For Johnny Sequoyah and Troy Kotsur, the horror of Primate wasn’t just about screaming on cue. It was about knowing when not to.
In an exclusive interview with Gayety, the film’s stars reflected on the challenge of sustaining fear, building trust on set, and reacting to a creature that felt far too real for comfort. Their answers reveal a horror experience rooted as much in emotion as in terror.
Finding the Right Level of Fear
Asked about maintaining such a heightened sense of suspense throughout the film, Sequoyah said the biggest challenge was restraint.
“The challenge in it is almost finding the dial of how scared you should be in certain parts versus others,” she said. “If you’re at a certain level the whole time, you have to find scale in it.”
For her, fear in Primate isn’t only about survival. It’s also about loss. “As much of it is the characters being scared,” she added, “it’s also the heartbreak of something that they loved kind of going mad.”
Kotsur approached fear from a different sensory perspective. As a Deaf actor, he described reacting less to sound and more to physical presence.
“There’s no problem for me with scary situations because I can’t hear what’s going on,” he said. “It’s everything I see, feel, and smell.” That awareness shaped his performances, especially when deciding how much emotion to show. “You don’t want to overreact,” he said. “My approach is to keep it below the surface with plenty of emotion throughout.”
Trust, Chemistry, and a Very Unusual Scene Partner
Despite the chaos that unfolds onscreen, Primate is grounded in family tension and friendship. Sequoyah credited much of that authenticity to the film’s commitment to practical effects.
“We had practical effects for Ben,” she said. “I got to actually work with an actor who plays Ben.
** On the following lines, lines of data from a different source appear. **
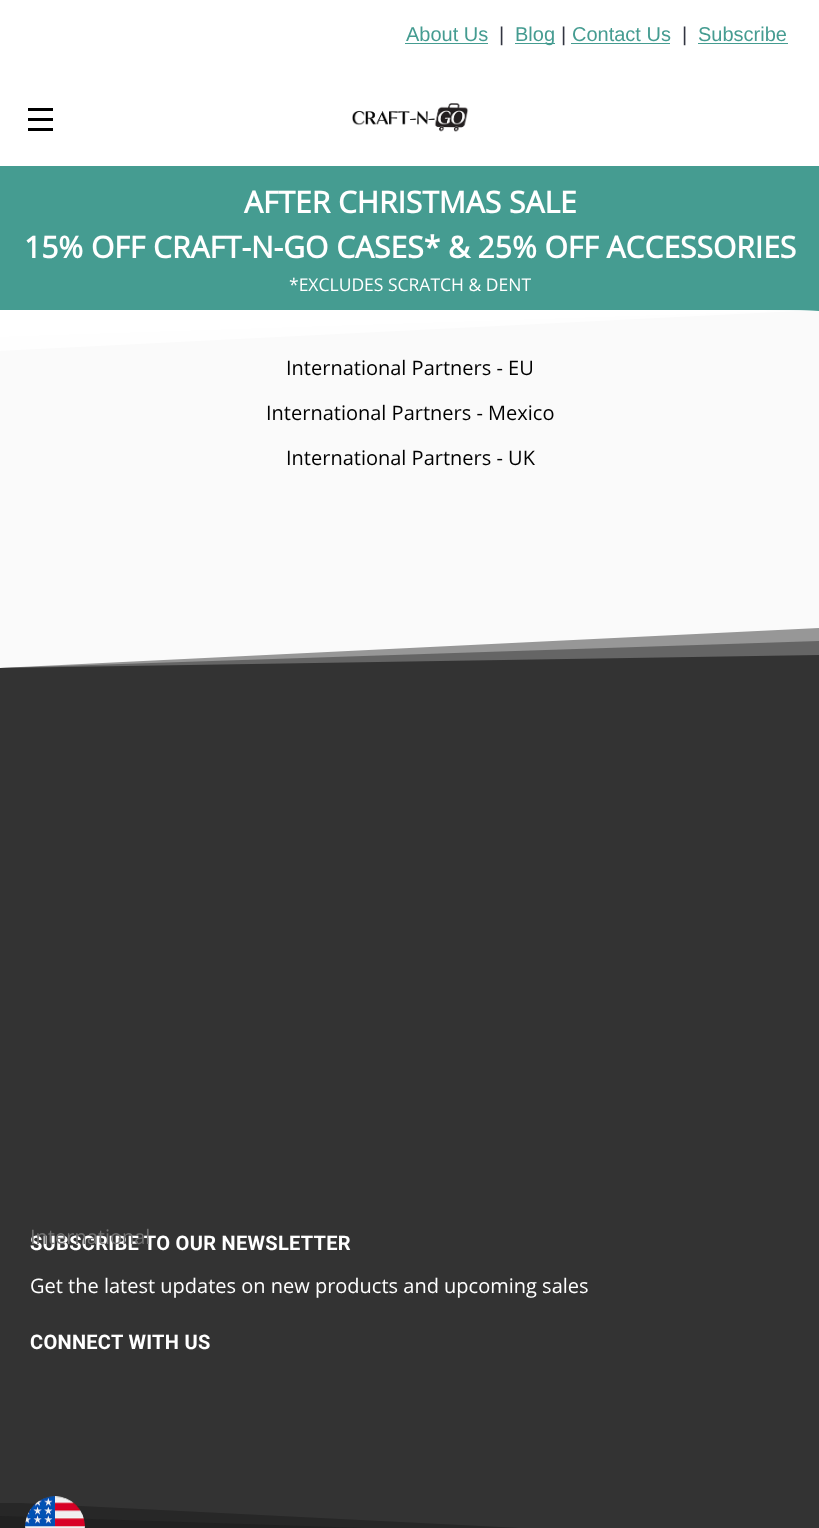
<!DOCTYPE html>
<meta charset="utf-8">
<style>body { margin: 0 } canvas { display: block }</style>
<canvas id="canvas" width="819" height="1528"></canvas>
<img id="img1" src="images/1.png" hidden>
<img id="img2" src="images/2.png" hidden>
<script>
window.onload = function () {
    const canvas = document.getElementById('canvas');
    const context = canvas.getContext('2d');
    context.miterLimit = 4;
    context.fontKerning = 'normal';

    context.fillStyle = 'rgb(250, 250, 250)';
    context.fillRect(0, 0, 819, 1528);
    context.fillStyle = 'rgb(255, 255, 255)';
    context.fillRect(0, 0, 819, 166);
    context.fillStyle = 'rgb(69, 156, 145)';
    context.fillRect(405, 43, 83, 1);
    context.fillRect(515, 43, 40, 1);
    context.fillRect(571, 43, 99, 1);
    context.fillRect(698, 43, 90, 1);
    context.fillStyle = 'rgb(0, 0, 0)';
    context.fillRect(28, 118, 25, 3);
    context.fillRect(28, 108, 25, 3);
    context.fillRect(28, 128, 25, 3);
    context.drawImage(document.getElementById('img1'), 352, 103, 117, 29);
    context.fillStyle = 'rgb(69, 156, 145)';
    context.fillRect(0, 166, 819, 145);
    context.fillStyle = 'rgba(255, 255, 255, 0.7)';
    context.beginPath();
    context.moveTo(0, 351);
    context.lineTo(0, 310);
    context.lineTo(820, 310);
    context.closePath();
    context.fill();
    context.beginPath();
    context.moveTo(0, 337);
    context.lineTo(0, 310);
    context.lineTo(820, 310);
    context.closePath();
    context.fill();
    context.fillStyle = 'rgb(255, 255, 255)';
    context.beginPath();
    context.moveTo(0, 324);
    context.lineTo(0, 310);
    context.lineTo(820, 310);
    context.closePath();
    context.fill();
    context.fillStyle = 'rgb(51, 51, 51)';
    context.fillRect(0, 668, 819, 860);
    context.fillStyle = 'rgb(151, 151, 151)';
    context.beginPath();
    context.moveTo(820, 628);
    context.lineTo(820, 668);
    context.lineTo(0, 668);
    context.closePath();
    context.fill();
    context.fillStyle = 'rgba(51, 51, 51, 0.5)';
    context.beginPath();
    context.moveTo(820, 641);
    context.lineTo(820, 668);
    context.lineTo(0, 668);
    context.closePath();
    context.fill();
    context.fillStyle = 'rgb(51, 51, 51)';
    context.beginPath();
    context.moveTo(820, 655);
    context.lineTo(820, 668);
    context.lineTo(0, 668);
    context.closePath();
    context.fill();
    context.save();
    context.beginPath();
    context.rect(0, 1503, 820, 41);
    context.clip();
    context.fillStyle = 'rgb(39, 39, 39)';
    context.beginPath();
    context.moveTo(0, 1502);
    context.lineTo(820, 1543);
    context.lineTo(0, 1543);
    context.closePath();
    context.fill();
    context.restore();
    context.fillStyle = 'rgb(33, 33, 33)';
    context.beginPath();
    context.moveTo(0, 1516);
    context.lineTo(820, 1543);
    context.lineTo(0, 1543);
    context.closePath();
    context.fill();
    context.drawImage(document.getElementById('img2'), 25, 1496, 60, 32);
    context.font = '20px Liberation Sans';
    context.fillStyle = 'rgb(69, 156, 145)';
    context.fillText('About Us', 406, 41);
    context.fillStyle = 'rgb(49, 52, 64)';
    context.fillText('|', 499, 41);
    context.fillStyle = 'rgb(69, 156, 145)';
    context.fillText('Blog', 515, 41);
    context.fillStyle = 'rgb(49, 52, 64)';
    context.fillText('|', 561, 41);
    context.fillStyle = 'rgb(69, 156, 145)';
    context.fillText('Contact Us', 572, 41);
    context.fillStyle = 'rgb(49, 52, 64)';
    context.fillText('|', 682, 41);
    context.fillStyle = 'rgb(69, 156, 145)';
    context.fillText('Subscribe', 698, 41);
    context.font = 'bold 30px Open Sans';
    context.fillStyle = 'rgb(255, 255, 255)';
    context.fillText('AFTER CHRISTMAS SALE', 244, 213);
    context.fillText('15% OFF CRAFT-N-GO CASES* & 25% OFF ACCESSORIES', 24, 258);
    context.font = '17.5px Open Sans';
    context.fillText('*EXCLUDES SCRATCH & DENT', 289, 291);
    context.font = '20px Open Sans';
    context.fillStyle = 'rgb(0, 0, 0)';
    context.fillText('International Partners - EU', 286, 375);
    context.fillText('International Partners - Mexico', 266, 420);
    context.fillText('International Partners - UK', 286, 465);
    context.letterSpacing = '0.3px';
    context.font = 'bold 20px Roboto';
    context.fillStyle = 'rgb(255, 255, 255)';
    context.fillText('SUBSCRIBE TO OUR NEWSLETTER', 30, 1250);
    context.letterSpacing = '0px';
    context.font = '20px Open Sans';
    context.fillStyle = 'rgb(113, 113, 113)';
    context.fillText('International', 30, 1244);
    context.fillStyle = 'rgb(255, 255, 255)';
    context.fillText('Get the latest updates on new products and upcoming sales', 30, 1293);
    context.letterSpacing = '0.3px';
    context.font = 'bold 20px Roboto';
    context.fillText('CONNECT WITH US', 30, 1349);
};
</script>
We all did.” Treating Ben like any other cast member allowed relationships to form naturally. “We got to bring so much nuance to the relationship dynamics because of that.”
Kotsur echoed that sentiment, describing a collaborative environment where reactions stayed genuine. “We throw ideas back and forth,” he said. “Sometimes she surprised me and you catch that raw reaction.” He noted that Ben’s physicality helped guide performances. “You’re really reacting to what you’re seeing, which looks scary.”
When Acting Feels Too Real
For Sequoyah, the realism occasionally crossed into physical aftermath. “Most of the stuff where the chimp is very physically close to me, I would come out of those scenes shaking,” she said. “Your body doesn’t know what’s real or not.”
After intense takes, grounding herself became part of the process. “You just had to take deep breaths afterwards,” she said, “make sure your body knows you’re not actually being killed by a chimp.”
Kotsur, who plays a father both onscreen and off, connected deeply with his character’s misplaced trust. “I trust my daughter and her friends,” he said. “Ben is the family pet. Ben keeps them company.” The horror, he noted, comes from how quickly that trust collapses. “When I come back, everything has turned into a big mess.”
In Primate, fear doesn’t arrive all at once. It creeps in, settles deep, and lingers — much like the performances that bring it to life.